A To Z Blogging Challenge 2021 - U Is For Underworld!

 

Persephone being abducted.public domain


Have you ever heard the expression “Hot as Hades”? Felt as if you are pushing  a rock uphill only to have to do it again and again? What about getting that close to your goal only to have it snatched away? 


Apart from the heat, you are probably thinking of the stories of the Greek Underworld. That was not especially hot unless heat was involved in your punishment, such as Ixion on the wheel of fire,


Hades was the god of the Underworld, a brother of Zeus, but he could just as easily have been King of the gods or god of the sea instead of Poseidon. When the three brothers were splitting up the world among them, they shook lots in Hades’ helmet. Hades got the world below. 


To reach the Underworld you crossed the River Styx, in a ferry boat rowed by the ferryman Charon, so you were farewelled with a coin under your tongue to pay the fare. This is why Psyche, sent to the Underworld by her dreadful mother in law, Venus, to fetch some of Persephone’s perfume, held two coins in her mouth, so she could return. 


There was a guardian to the Underworld, the three-headed dog Cerberus. Psyche carried a distraction, some food, while Orpheus carried his lyre. 


The three judges of the dead, Minos, Rhadamanthys and Aeacus, decided where to send you. Mostly it was a boring place called the Asphodel Fields, with Elysium and the Isles of the Blessed as rewards, although the impression I get from my reading is that you mostly had to be related to the gods to get into those places. Mind you, most of the characters in Greek mythology seem to be related to the gods in one way or another.


In the Odyssey, Odysseus visited the Underworld to get some information from the seer Tiresias and, while he was there, spoke to other shades. They needed to drink blood from his sacrificial animals to be able to speak and remember who they were, presumably because the shades had to drink from the stream of Lethe, which made them forget. That was no doubt a mercy!
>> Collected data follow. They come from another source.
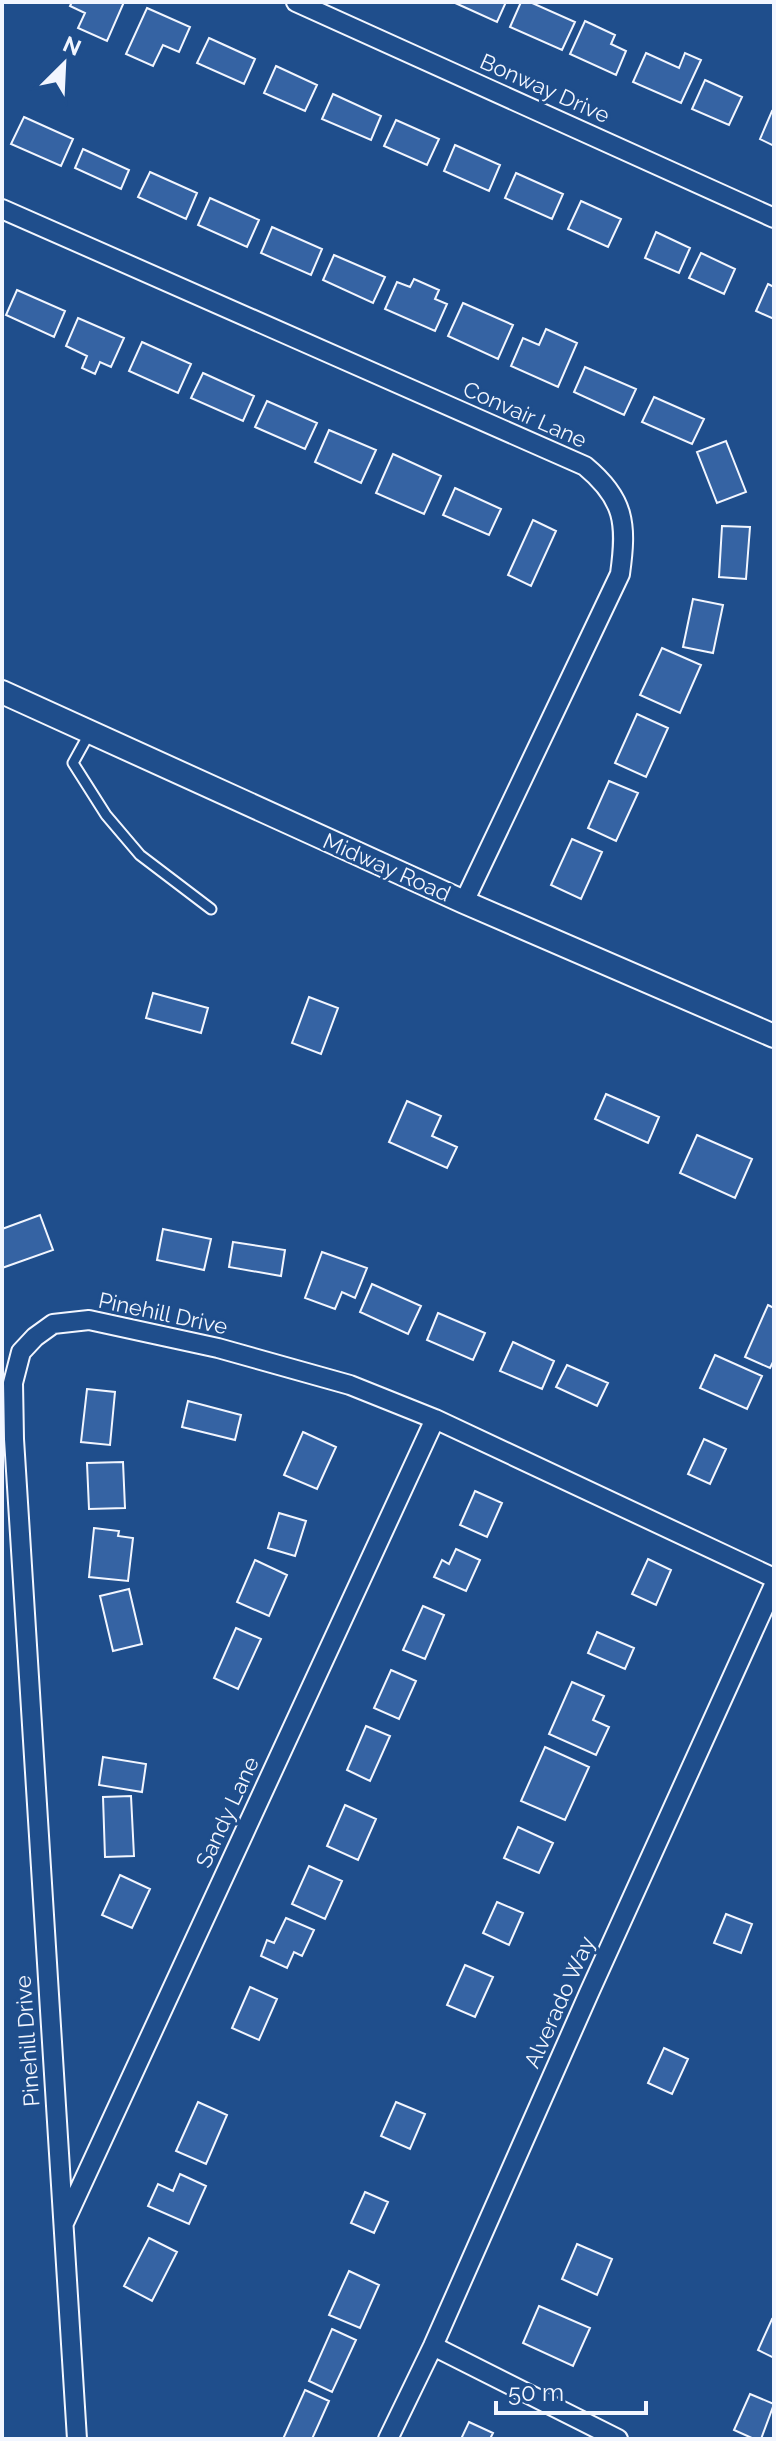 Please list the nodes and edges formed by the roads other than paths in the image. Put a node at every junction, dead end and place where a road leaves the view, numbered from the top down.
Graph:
1 (296, 2) edge
2 (2, 209) edge
3 (774, 218) edge
4 (2, 692) edge
5 (90, 732) junction
6 (464, 902) junction
7 (211, 909) dead end
8 (774, 1036) edge
9 (435, 1419) junction
10 (774, 1578) edge
11 (774, 1585) edge
12 (63, 2225) junction
13 (433, 2346) junction
14 (77, 2439) edge
15 (388, 2439) edge
16 (618, 2439) edge

1 - 3 street, Bonway Drive
2 - 6 street, Convair Lane
4 - 5 street, Midway Road
5 - 6 street, Midway Road
5 - 7 lane
6 - 8 street, Midway Road
9 - 10 street, Pinehill Drive
9 - 12 street, Sandy Lane
9 - 12 street, Pinehill Drive
11 - 13 street, Alverado Way
12 - 14 street, Pinehill Drive
13 - 15 street, Alverado Way
13 - 16 street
But when Odysseus speaks with his old comrades from Troy, Achilles says that he would rather be the slave of some poor farmer on Earth than ruler of this whole realm. 


It’s interesting to note that, actually, the rulers of Hades’ realm lived comfortably enough, with a palace and gardens from which Persephone, Hades’ Queen, ate those fateful pomegranate seeds that doomed her to spend half the year there before returning to her mother, Demeter.


Far below Hades was Tartarus, which started off as a prison for Zeus’s enemies, but became a place of punishment for people who had done things even the horrible gods couldn’t stomach.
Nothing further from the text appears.